Weak Interaction-QED Interactions

[Morgoth]

Well, I was looking at the beta decay of neutron, and I thought that the weak interaction can be seen in analogue to QED, where you have an electron that emits(or absorbs) a photon and gets scattered.
In the same way, couldn't we say that a Neutron is scattered to a Proton (I see them as the same particle- Nucleon) by emittion of electron+antineutronio?
So the electron and electron antineutrino could play the role that photon does, without needing to insert the intermediative bosons... How could I oppose that?

One idea that I had is the mass and the interaction range... But I'm open to suggestions...

 

[The_Duck]

Fermi initially proposed a theory of the weak interactions in which the neutron directly couples to the electron, electron antineutrino, and proton through a zero-range interaction with no intermediate W boson. This works, except that the resulting quantum field theory is not renormalizable and so is only useful below some energy scale. That's to be expected of course, since there really is a vector boson. When you get up to energies near the vector boson mass this fact becomes obvious and any theory neglecting it will make wrong predictions.

 

[kevinferreira]

The Duck already told eveything with great precision, I just wanted to add that one of the deepest problems of Fermi 4-fermion interaction is unitarity violation, which ultimately led theorists to consider intermediate bosons.

 

[Bill_K]

Fermi initially proposed a theory of the weak interactions in which the neutron directly couples to the electron, electron antineutrino, and proton through a zero-range interaction with no intermediate W boson. This works, except that the resulting quantum field theory is not renormalizable and so is only useful below some energy scale.

Right, but you can't stop there. Even with the W boson included, the theory is still nonrenormalizable. To get a theory that is renormalizable you must also add the Higgs.

 

[Morgoth]

thanks for the rest information, however I can't get how the insertion of a Vector Boson instead of the (νe,e) can help in any way... I'm not trying to say that Fermi was right (of course nowadays the Bosons of WI have been observed, so even experimentally they are verified). I am trying to think/understand how, without knowing a priori if they exist, you put them in your theory... So, when they did it, they should have a theoretical problem that the W,Z would solve...

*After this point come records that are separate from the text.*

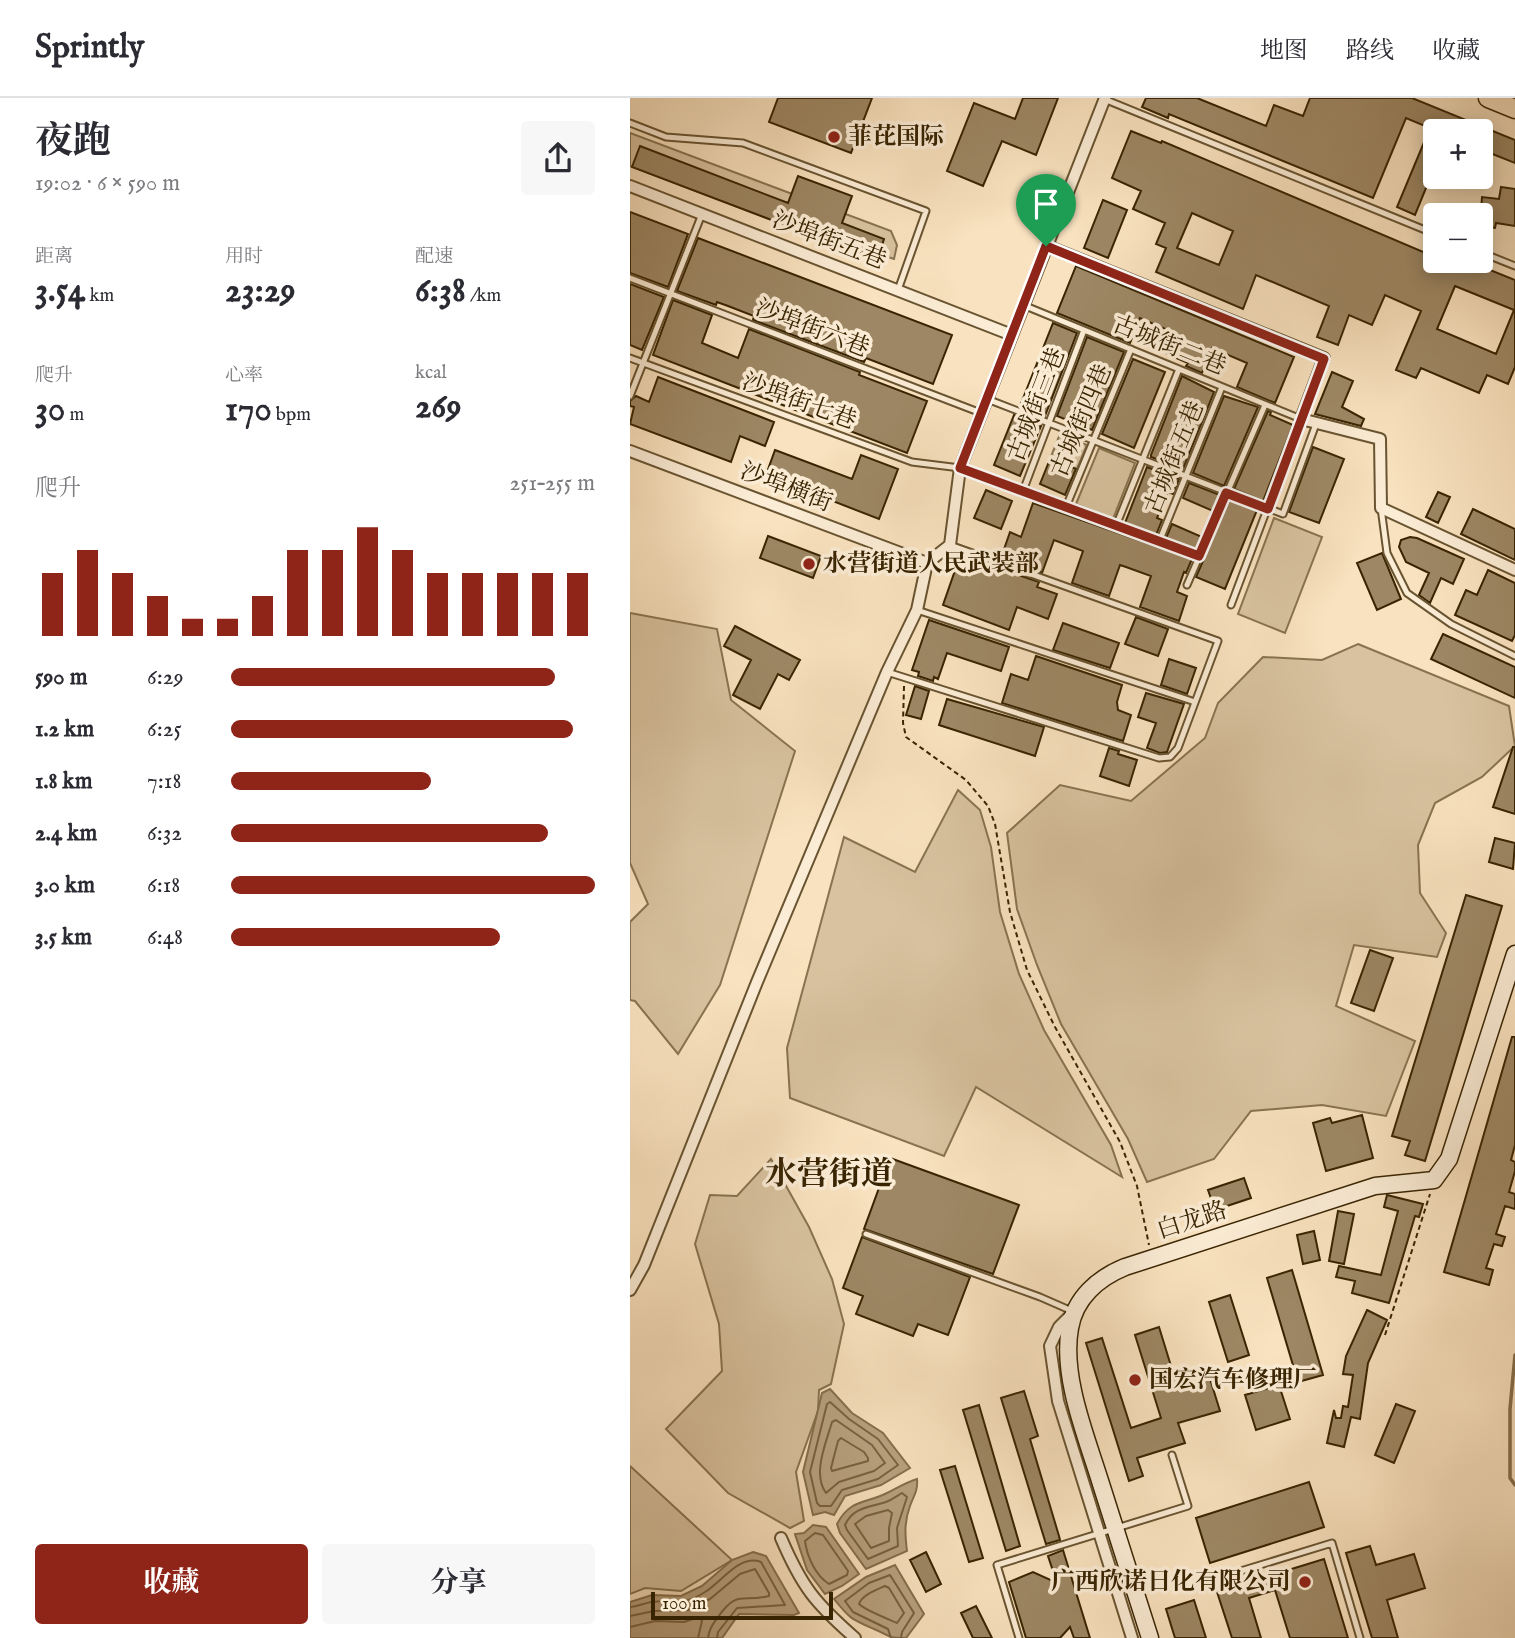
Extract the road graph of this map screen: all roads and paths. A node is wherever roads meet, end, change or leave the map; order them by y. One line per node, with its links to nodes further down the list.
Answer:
1 (1104, 98): 7 (lane); 8 (street)
2 (1488, 98): 3 (main road)
3 (1515, 109)
4 (630, 123): 12 (lane)
5 (630, 186): 6 (street, 沙埠街五巷)
6 (702, 214): 12 (street, 沙埠街五巷); 13 (lane)
7 (1423, 229)
8 (1046, 246): 14 (street); 26 (street)
9 (1493, 257): 10 (lane)
10 (1515, 266)
11 (630, 278): 13 (lane, 沙埠街六巷)
12 (898, 290): 16 (street, 沙埠街五巷)
13 (670, 293): 19 (lane); 25 (lane, 沙埠街六巷)
14 (1023, 305): 15 (lane, 古城街二巷); 16 (street)
15 (1084, 330): 17 (lane, 古城街二巷); 27 (lane, 古城街三巷)
16 (1012, 335): 23 (street)
17 (1131, 349): 20 (lane, 古城街二巷); 29 (lane, 古城街四巷)
18 (630, 358): 19 (lane, 沙埠街七巷)
19 (643, 363): 22 (lane); 32 (lane, 沙埠街七巷)
20 (1179, 369): 21 (lane, 古城街二巷); 31 (lane)
21 (1222, 387): 24 (lane, 古城街二巷); 33 (lane, 古城街五巷)
22 (630, 396)
23 (987, 399): 25 (street); 27 (lane)
24 (1265, 405): 26 (lane, 古城街二巷); 35 (lane)
25 (981, 413): 32 (street)
26 (1301, 419): 28 (street); 38 (lane)
27 (1049, 423): 29 (lane); 34 (lane, 古城街三巷)
28 (1316, 424): 37 (street); 38 (lane)
29 (1093, 440): 31 (lane); 36 (lane, 古城街四巷)
30 (630, 451): 43 (street, 沙埠横街)
31 (1142, 460): 33 (lane); 39 (lane)
32 (960, 468): 34 (lane, 沙埠街七巷); 41 (street)
33 (1186, 477): 35 (lane); 40 (lane, 古城街五巷)
34 (1023, 491): 36 (lane, 沙埠街七巷)
35 (1226, 493): 38 (lane); 42 (lane)
36 (1066, 507): 39 (lane, 沙埠街七巷)
37 (1381, 508): 44 (street); 48 (lane)
38 (1268, 509): 46 (lane)
39 (1116, 526): 40 (lane, 沙埠街七巷)
40 (1159, 542): 42 (lane, 沙埠街七巷)
41 (950, 545): 43 (street); 51 (lane)
42 (1199, 556): 45 (lane)
43 (927, 563): 47 (street)
44 (1515, 570)
45 (1187, 585)
46 (1231, 605)
47 (917, 610): 49 (street); 51 (lane)
48 (1515, 656)
49 (887, 672): 50 (lane); 56 (street)
50 (903, 678): 51 (lane); 55 (path)
51 (1195, 702)
52 (1515, 954): 53 (street)
53 (1434, 1180): 55 (street, 白龙路); 58 (path)
54 (866, 1234): 57 (lane)
55 (1152, 1258): 57 (street, 白龙路)
56 (630, 1290)
57 (1074, 1312): 60 (street)
58 (1385, 1335)
59 (1172, 1455): 60 (lane)
60 (1108, 1532): 64 (lane); 65 (street); 66 (street)
61 (781, 1538): 63 (street)
62 (1222, 1577): 67 (lane)
63 (855, 1638)
64 (1019, 1638)
65 (1132, 1638)
66 (1150, 1638)
67 (1360, 1638)

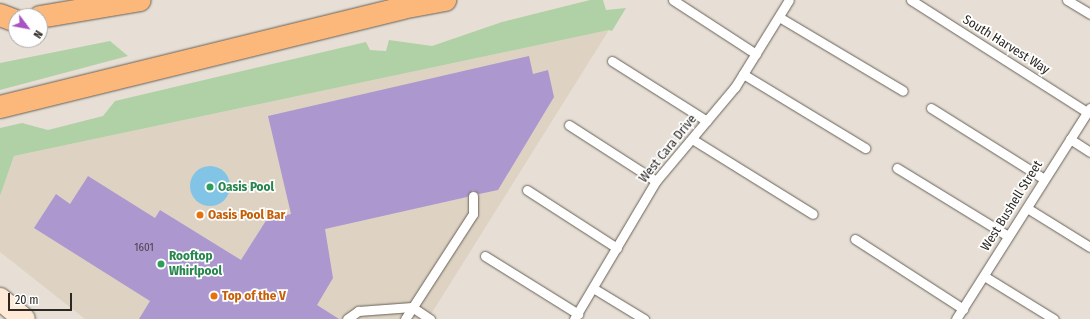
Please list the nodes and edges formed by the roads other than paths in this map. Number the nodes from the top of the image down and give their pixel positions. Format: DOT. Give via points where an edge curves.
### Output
graph roads {
  1 [pos="140,0"];
  2 [pos="445,0"];
  3 [pos="673,0"];
  4 [pos="790,0"];
  5 [pos="911,0"];
  6 [pos="1067,0"];
  7 [pos="1090,14"];
  8 [pos="48,16"];
  9 [pos="779,17"];
  10 [pos="756,54"];
  11 [pos="612,61"];
  12 [pos="744,74"];
  13 [pos="903,91"];
  14 [pos="3,108"];
  15 [pos="931,108"];
  16 [pos="1089,110"];
  17 [pos="707,121"];
  18 [pos="569,125"];
  19 [pos="692,138"];
  20 [pos="1070,139"];
  21 [pos="865,148"];
  22 [pos="1090,152"];
  23 [pos="897,168"];
  24 [pos="1044,179"];
  25 [pos="656,180"];
  26 [pos="527,190"];
  27 [pos="473,196"];
  28 [pos="1026,208"];
  29 [pos="813,214"];
  30 [pos="1008,236"];
  31 [pos="855,239"];
  32 [pos="1090,247"];
  33 [pos="617,248"];
  34 [pos="485,256"];
  35 [pos="984,276"];
  36 [pos="593,288"];
  37 [pos="0,299"];
  38 [pos="412,307"];
  39 [pos="963,309"];
  40 [pos="576,316"];
  41 [pos="24,319"];
  42 [pos="347,319"];
  43 [pos="405,319"];
  44 [pos="430,319"];
  45 [pos="644,319"];
  46 [pos="956,319"];
  47 [pos="1054,319"];
  1 -- 8 [label="highway"];
  2 -- 14 [label="highway" via="402,8"];
  3 -- 10 [label="lane"];
  4 -- 9 [label="lane, West Cara Drive"];
  5 -- 16 [label="lane, South Harvest Way"];
  6 -- 7 [label="lane"];
  9 -- 10 [label="lane, West Cara Drive"];
  9 -- 13 [label="lane"];
  10 -- 12 [label="lane, West Cara Drive"];
  11 -- 17 [label="lane"];
  12 -- 17 [label="lane, West Cara Drive"];
  12 -- 21 [label="lane"];
  15 -- 24 [label="lane"];
  16 -- 20 [label="lane, West Bushell Street"];
  17 -- 19 [label="lane, West Cara Drive"];
  18 -- 25 [label="lane"];
  19 -- 25 [label="lane, West Cara Drive"];
  19 -- 29 [label="lane"];
  20 -- 22 [label="lane"];
  20 -- 24 [label="lane, West Bushell Street"];
  23 -- 30 [label="lane"];
  24 -- 28 [label="lane, West Bushell Street"];
  25 -- 33 [label="lane, West Cara Drive"];
  26 -- 33 [label="lane"];
  27 -- 38 [label="lane" via="473,214"];
  28 -- 30 [label="lane, West Bushell Street"];
  28 -- 32 [label="lane"];
  30 -- 35 [label="lane, West Bushell Street"];
  31 -- 39 [label="lane"];
  33 -- 36 [label="lane, West Cara Drive"];
  34 -- 40 [label="lane"];
  35 -- 39 [label="lane, West Bushell Street"];
  35 -- 47 [label="lane"];
  36 -- 40 [label="lane, West Cara Drive"];
  36 -- 45 [label="lane"];
  37 -- 41 [label="main road"];
  38 -- 42 [label="lane" via="358,311"];
  38 -- 43 [label="lane"];
  38 -- 44 [label="lane"];
  39 -- 46 [label="lane, West Bushell Street"];
}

I guess the unitarity violation is interesting, do you have any source about it I can check?

 

[kevinferreira]

thanks for the rest information, however I can't get how the insertion of a Vector Boson instead of the (νe,e) can help in any way... I'm not trying to say that Fermi was right (of course nowadays the Bosons of WI have been observed, so even experimentally they are verified). I am trying to think/understand how, without knowing a priori if they exist, you put them in your theory... So, when they did it, they should have a theoretical problem that the W,Z would solve...

I guess the unitarity violation is interesting, do you have any source about it I can check?

I don't have any concrete source, sorry, I studied this with my lecture notes. But I think any weak/electroweak interaction theory book should have this explained.
You see, unitarity constraints the S-matrix in terms of available energy s. The 4-fermion interaction violates this constraint at high energies. The idea of a W boson permits to get this constraint back on. Then another problem arises, as the W bosons give you new kinds of interaction, new Feynman diagrams (at tree level), which on their turn violate unitarity again at even higher energies. So the same idea comes up and the Z boson is introduced. And that's it.

 

[Bill_K]

Here's a good discussion of it in a Google Book, "Introduction to Electroweak Unification", in the sections titled "Difficulties of Fermi Theory" and "Intermediate Vector Boson".